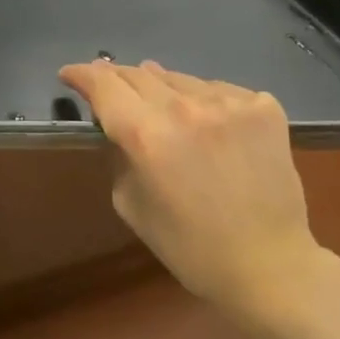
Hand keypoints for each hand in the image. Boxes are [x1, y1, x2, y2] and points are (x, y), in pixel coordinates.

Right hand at [59, 60, 327, 314]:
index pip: (103, 85)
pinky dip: (205, 101)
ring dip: (162, 88)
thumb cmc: (189, 245)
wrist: (269, 264)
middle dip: (117, 78)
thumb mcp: (130, 203)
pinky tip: (208, 124)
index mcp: (145, 135)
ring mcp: (229, 103)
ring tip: (160, 107)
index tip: (70, 74)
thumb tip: (119, 122)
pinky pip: (219, 90)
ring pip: (180, 79)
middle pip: (138, 74)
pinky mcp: (263, 107)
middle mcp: (185, 108)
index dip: (81, 74)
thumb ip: (118, 154)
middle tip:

--- --- ---

THE TASK:
Set down exactly, and only, the lines from the one with "pinky pip: (219, 90)" to the final line of the data.

EXPECTED ANSWER:
pinky pip: (219, 90)
ring pip: (180, 79)
middle pip: (138, 74)
pinky mcp: (263, 107)
middle mcp: (185, 108)
index dip: (81, 74)
thumb ip: (118, 154)
middle tip:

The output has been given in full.